A não menos ilustre Odete Medauar, ratificando o que foi dito pela refinada doutrina já declinada, deixou grafado em seu magistral "Direito Administrativo Moderno", a desnecessidade do certame licitatório para o deferimento da autorização de permissão de uso de bem público: "a) Autorização de uso – é o ato administrativo discricionário e precário, pelo qual a Administração consente que um particular utilize privativamente um bem público. Pode incidir sobre qualquer tipo de bem. De regra, o prazo de uso é curto; poucas e simples são suas normas disciplinadoras: independe de autorização legislativa e licitação; pode ser revogada a qualquer tempo." [06]
A precariedade, é verificada pela possibilidade de desfazimento do ato de permissão de uso de bem público a qualquer momento. É o que a doutrina chama de permissões condicionadas. [07]
Nesse sentido o STJ [08] também estabeleceu que o ato administrativo de permissão de uso de imóvel municipal por particular possui natureza precária e discricionária, podendo ser cancelada a qualquer momento: "Processual Civil. Recurso Ordinário em Mandado de Segurança. Ato Administrativo. Permissão de uso de imóvel municipal por particular. Natureza precária e discricionária. Possibilidade de cancelamento. Previsão contratual. Ausência de direito líquido e certo. 1. A autorização de uso de imóvel municipal por particular é ato unilateral da Administração Pública, de natureza discricionária, precária, através do qual esta consente na prática de determinada atividade individual incidente sobre um bem público. Trata-se, portanto, de ato revogável, sumariamente, a qualquer tempo, e sem ônus para o Poder Público. 2. Como a Administração Pública Municipal não mais consente a permanência da impetrante no local, a autorização perdeu sua eficácia.
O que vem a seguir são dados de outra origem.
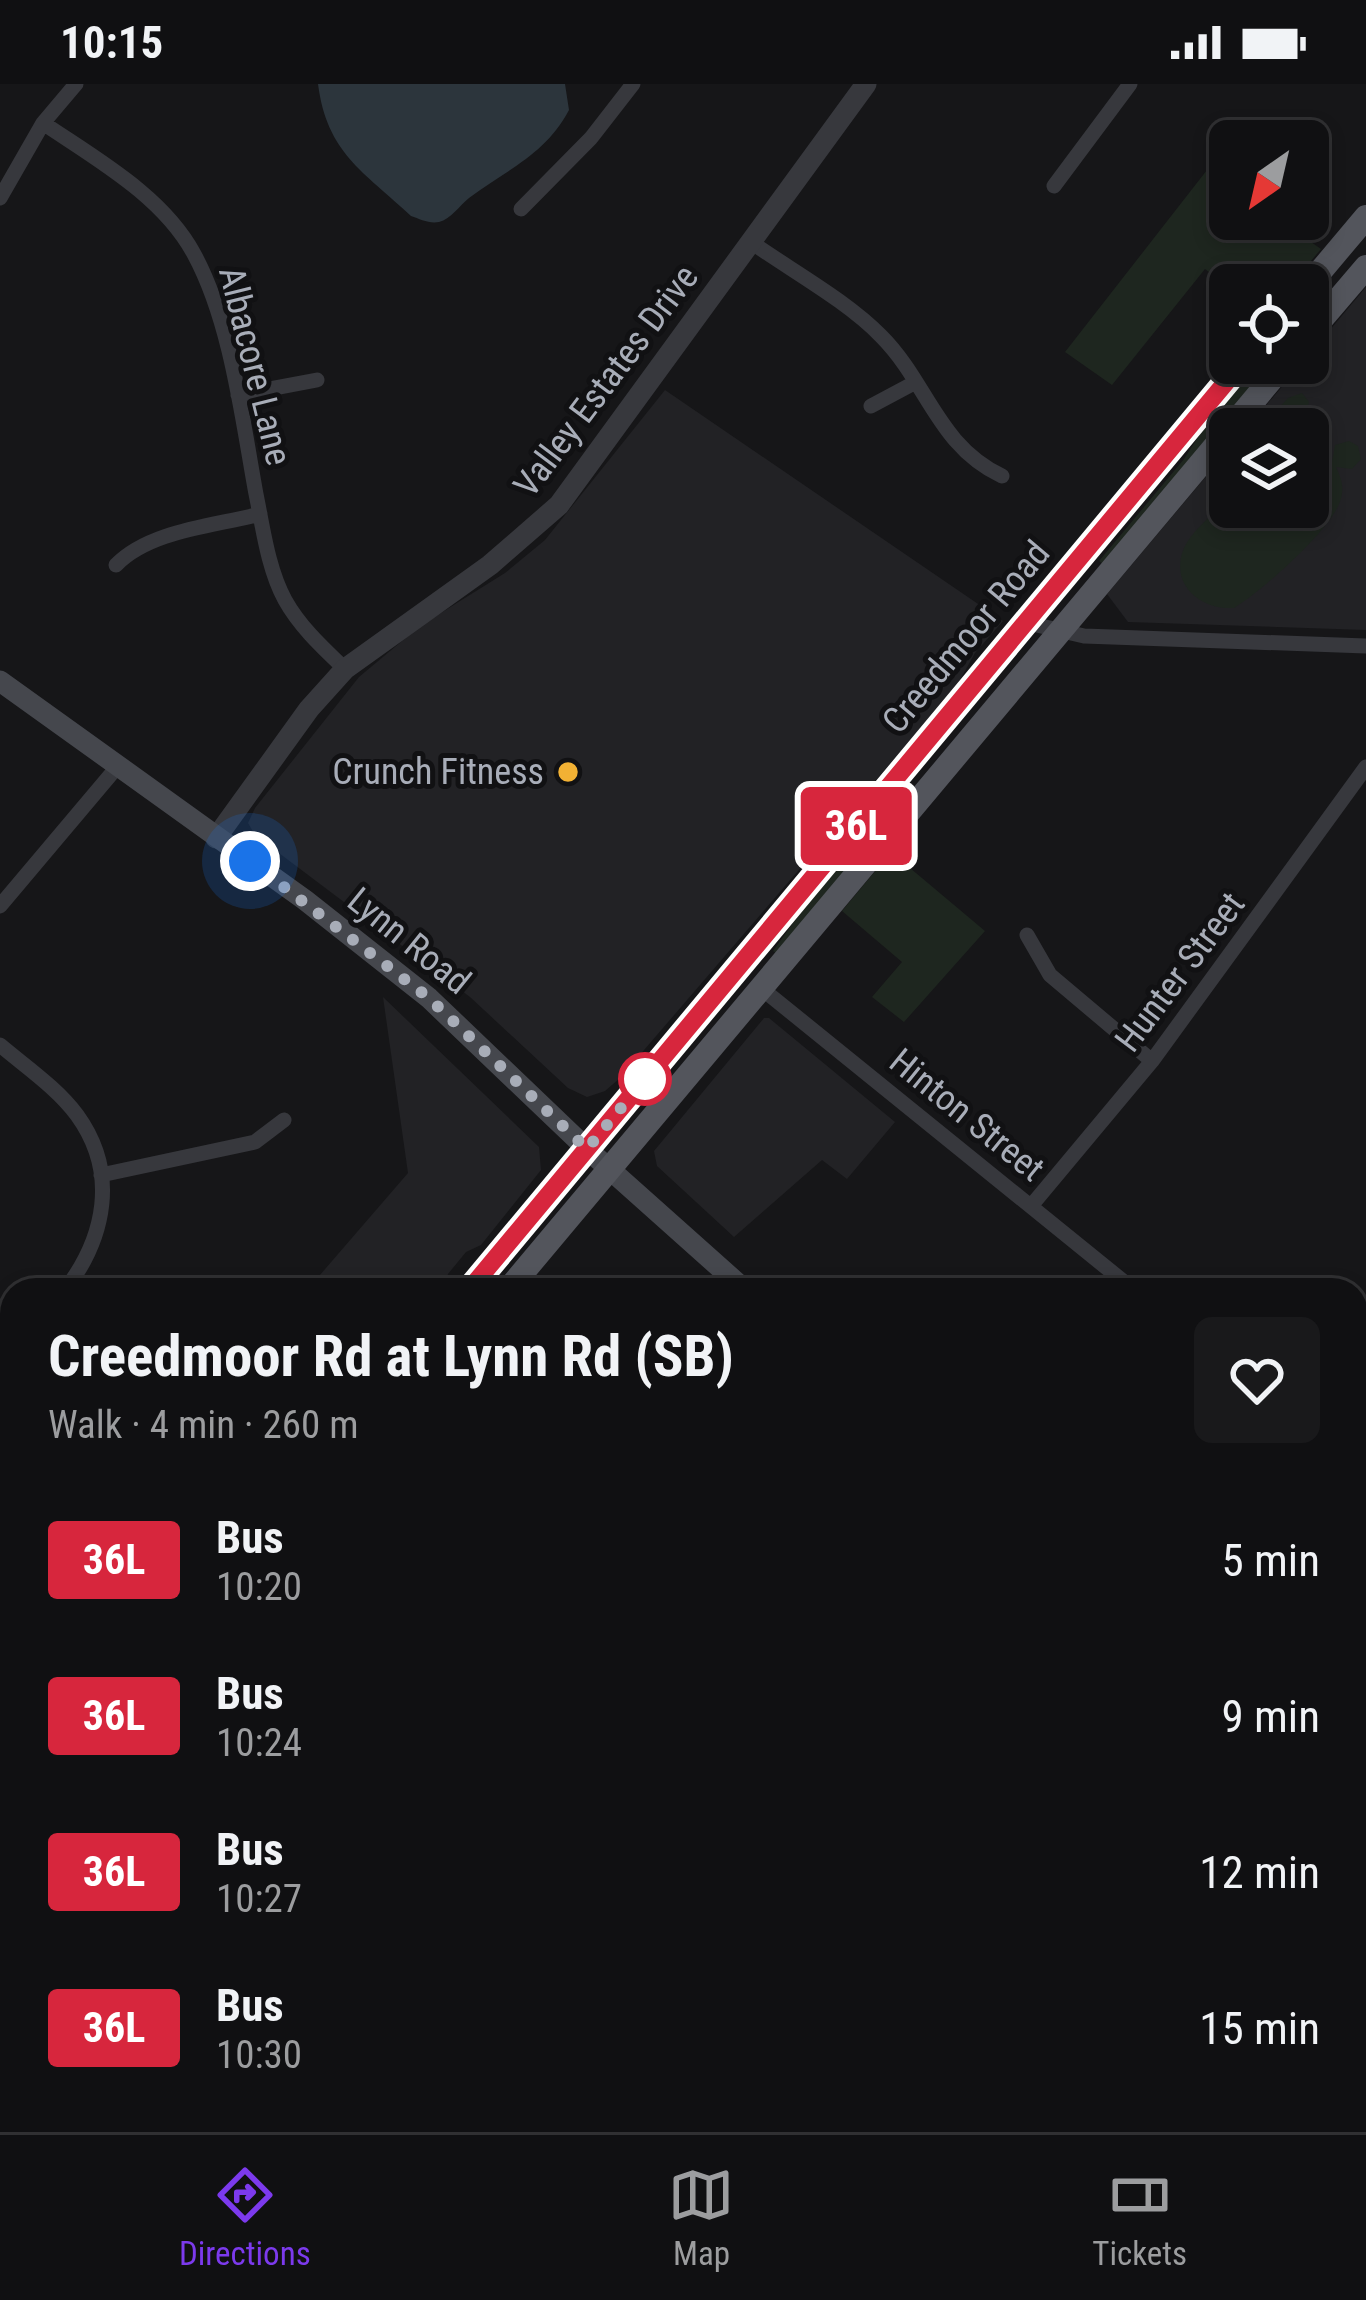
<!DOCTYPE html>
<meta charset="utf-8">
<style>
body{margin:0;font-family:"Roboto Condensed",sans-serif;background:#19191b;color:#f1f3f6;height:100vh;display:flex;flex-direction:column;font-size:45px;white-space:nowrap}
*{box-sizing:border-box;margin:0}
p{font-size:39px;color:#9c9d9f}
.icon{flex:none;width:66px;height:66px;fill:none;stroke:currentColor;stroke-width:2;stroke-linecap:round;stroke-linejoin:round}
.map{position:relative;flex:1;overflow:hidden}
.details{position:absolute;left:0px;top:1194px;width:1368px;height:855px;display:flex;flex-direction:column;background:#101012;border-radius:36px 36px 0 0;box-shadow:0 6px 18px #0003,0 0 0 3px #303032}
.details>*{flex:none}
.badge{padding:0 24px;border-radius:9px;font-size:42px;line-height:78px}
.needle{width:78px;rotate:214deg}
.tools{position:absolute;left:1209px;top:36px;display:grid;gap:24px}
.tools a{display:grid;place-items:center;width:120px;height:120px;border-radius:18px;background:#101012;box-shadow:0 6px 18px #0003,0 0 0 3px #303032;font-size:60px}
.you{position:absolute;width:60px;height:60px;margin:-30px;border:9px solid #fff;border-radius:50%;background:#1a73e8;box-shadow:0 0 0 18px #1a73e833}
.map>.badge{position:absolute;translate:-50% -50%;box-shadow:0 0 0 6px #fff}
.round{display:grid;place-items:center;flex:none;width:126px;height:126px;border-radius:18px;background:#19191b}
.overview{display:flex;align-items:center;justify-content:space-between;height:204px;padding:0 48px}
h1{font-size:57px;font-weight:700;line-height:90px}
ul{padding:0;list-style:none}
li{display:flex;align-items:center;gap:36px;height:156px;padding:0 48px}
li div{flex:1}
li b{display:block;font-size:45px}
li em{font-style:normal}
li .badge{min-width:132px;font-weight:700;text-align:center}
.status{display:flex;justify-content:space-between;align-items:center;height:84px;padding:0 60px;background:#101012;direction:ltr}
.status svg{height:33px;fill:currentColor}
.menu{display:flex;justify-content:space-around;align-items:center;height:168px;border-top:3px solid #303032;background:#101012;font-size:33px;color:#9c9d9f}
.menu a{display:grid;justify-items:center;gap:6px}
.menu .on{color:#7c3aed}
.map>svg:first-child{display:block}
</style>
<div class="status"><b>10:15</b><svg viewBox="0 0 49 12"><path d="M0 12V9h3v3zM5 12V6h3v6zM10 12V3h3v9zM15 12V0h3v12zM26 1h20v11H26zM47 4h2v5h-2z"/></svg></div>
<div class="map">
<svg width="1366" height="2048" viewBox="0 0 1366 2048">
<rect width="100%" height="100%" fill="#161618"/>
<path fill="#222225" d="M1366,203v343l-238,-8 -21,-28 123,-146v59h78v-78h-62l56,-66h6v-7z
M665,306l338,231 -28,32 -19,34 -336,391 -15,13 -18,6 -19,-9 -98,-91 -215,-162 -7,-12 7,-15 104,-131 61,-51 85,-53 40,-33z
M383,913l156,150 2,23 -60,75 -15,7 -18,22 -5,16h-136l101,-117z
M764,934h5l126,104 -48,57 -25,-19 -88,77 -77,-71 -3,-15z
M12,1548v170l-12,14v-170z"/>
<path fill="#1e261f" d="M1207,86l23,16v33h48l43,30 -30,36 -61,3 -25,-19 -93,116 -47,-33z
M1254,279h18l-169,201 -4,-3 85,-102 36,-56z
M1302,309l7,9 -8,27h-23l-1,-19 11,-12z
M1349,357l9,5 3,13 -9,10 -16,-2c6,13 9,23 3,37 -11,28 -78,88 -105,104 -34,2 -65,-24 -50,-60 9,-19 31,-35 46,-50v9h78v-57l24,12 3,-17z
M972,616l3,3 -84,101 -32,51 -82,99 -4,-3 60,-84z
M891,768l94,79 -81,91 -32,-25 30,-35 -60,-51z"/>
<path fill="#2c353c" d="M318,0h247l4,26c-23,44 -61,59 -100,88 -9,7 -18,21 -30,24 -10,2 -19,-3 -28,-6 -48,-45 -84,-63 -93,-132z"/>
<g fill="none" stroke-linecap="round" stroke-linejoin="round">
<path stroke="#37383d" stroke-width="15" d="M43,39c53,36 120,73 151,131 37,68 48,164 62,240 7,34 12,75 29,106 15,27 38,48 60,69
M1054,102l76,-102
M0,114l43,-75 33,-39
M521,125l70,-71 42,-54
M751,158c41,29 96,59 130,94 47,47 56,109 121,140
M238,311l79,-15
M871,322l45,-24
M116,481c34,-35 99,-39 144,-51
M1024,538l60,14 282,10
M0,822l118,-140
M1027,851l23,40 102,86
M761,904l373,302
M0,961c26,22 57,43 77,70 42,58 28,123 -12,175
M101,1091l154,-33 29,-22
M1031,1122l121,-145 214,-294
M0,1284l12,-13
M1356,1354l10,-13
M1356,1370l10,7
M0,1962l12,-6
M0,2007l12,8
M60,2037l1,11
M209,2037l14,11
M1278,2037l7,11
M175,2048l9,-11"/>
<path stroke="#37383d" stroke-width="21" d="M216,754l93,-129 36,-40 145,-104 69,-60 307,-421
M650,2048l15,-11"/>
<path stroke="#45474d" stroke-width="21" d="M0,597l305,219 124,98 158,151 158,141
M1356,1660l10,6"/>
<path stroke="#53555c" stroke-width="24" d="M1308,202l58,-69
M1308,251l58,-68
M469,1206l774,-927
M508,1206l777,-927
M0,1768l12,-15
M0,1818l12,-14"/>
</g>
<g fill="none" stroke-linecap="round" stroke-linejoin="round">
<defs>
<path id="line" d="M469,1206l773,-927"/>
</defs>
<use href="#line" stroke="#fff" stroke-width="27"/>
<use href="#line" stroke="#d7263d" stroke-width="18"/>
<path stroke="#a8adb8" stroke-width="12" stroke-dasharray="0 21.6" d="M250,777l179,137 158,151 58,-70"/>
</g>
<circle fill="#f2b134" stroke="#111113" stroke-width="4.5" cx="568" cy="688" r="12"/>
<circle fill="#fff" stroke="#d7263d" stroke-width="6" cx="645" cy="995" r="24"/>
<g text-anchor="middle" dominant-baseline="central" stroke-width="10" stroke-linejoin="round" paint-order="stroke">
<g font-size="36" fill="#a8adb8" stroke="#111113">
<text transform="translate(255 282) rotate(76)">Albacore Lane</text>
<text transform="translate(606 297) rotate(-53)">Valley Estates Drive</text>
<text transform="translate(966 553) rotate(-50)">Creedmoor Road</text>
<text transform="translate(409 857) rotate(39)">Lynn Road</text>
<text transform="translate(1180 888) rotate(-53)">Hunter Street</text>
<text transform="translate(967 1031) rotate(39)">Hinton Street</text>
</g>
<g font-size="36" fill="#a8adb8" stroke="#111113" text-anchor="end">
<text x="544" y="688">Crunch Fitness</text>
</g>
</g>
</svg>
<div class="tools">
<a><svg class="needle" viewBox="-14 -14 28 28"><path d="M0-13l5 13h-10z" fill="#e53935"/><path d="M0 13l5-13h-10z" fill="#9c9d9f"/></svg></a>
<a><svg class="icon" aria-label="locate" viewBox="0 0 24 24"><circle cx="12" cy="12" r="6"/><path d="M12 2v4M12 18v4M2 12h4M18 12h4"/></svg></a>
<a><svg class="icon" aria-label="layers" viewBox="0 0 24 24"><path d="M12 4l9 5-9 5-9-5zM3 14l9 5 9-5"/></svg></a>
</div>
<div class="you" style="left:250px;top:777px"></div>
<b class="badge" style="left:856px;top:742px;background:#d7263d;color:#fff">36L</b>
<section class="details">
<div class="overview"><div><h1>Creedmoor Rd at Lynn Rd (SB)</h1><p>Walk · 4 min · 260 m</p></div><a class="round"><svg class="icon" aria-label="heart" viewBox="0 0 24 24"><path d="M12 20l-8-8c-3-5 5-10 8-4 3-6 11-1 8 4z"/></svg></a></div>
<ul>
<li><span class="badge" style="background:#d7263d;color:#fff">36L</span><div><b>Bus</b><p>10:20</p></div><em>5 min</em></li>
<li><span class="badge" style="background:#d7263d;color:#fff">36L</span><div><b>Bus</b><p>10:24</p></div><em>9 min</em></li>
<li><span class="badge" style="background:#d7263d;color:#fff">36L</span><div><b>Bus</b><p>10:27</p></div><em>12 min</em></li>
<li><span class="badge" style="background:#d7263d;color:#fff">36L</span><div><b>Bus</b><p>10:30</p></div><em>15 min</em></li>
</ul>
</section>
</div>
<nav class="menu">
<a class="on"><svg class="icon" aria-label="directions" viewBox="0 0 24 24"><path d="M12 3l9 9-9 9-9-9zM9 14v-3h6M13 9l2 2-2 2"/></svg>Directions</a>
<a><svg class="icon" aria-label="map" viewBox="0 0 24 24"><path d="M3 6l6-2 6 2 6-2v14l-6 2-6-2-6 2zM9 4v14M15 6v14"/></svg>Map</a>
<a><svg class="icon" aria-label="tickets" viewBox="0 0 24 24"><path d="M3 7h18v10H3zM15 7v10"/></svg>Tickets</a>
</nav>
Logo, não há direito líquido e certo a ser tutelado na hipótese dos autos. 3. Comprovação nos autos da existência de previsão contratual no tocante ao cancelamento da permissão debatida. 4. Recurso não provido."
Somente a permissão de serviços públicos, a teor do artigo 175, da CF, é que deverá ser precedida da competente licitação, visto que este Comando Maior é taxativo em estabelecer tal cânone legal.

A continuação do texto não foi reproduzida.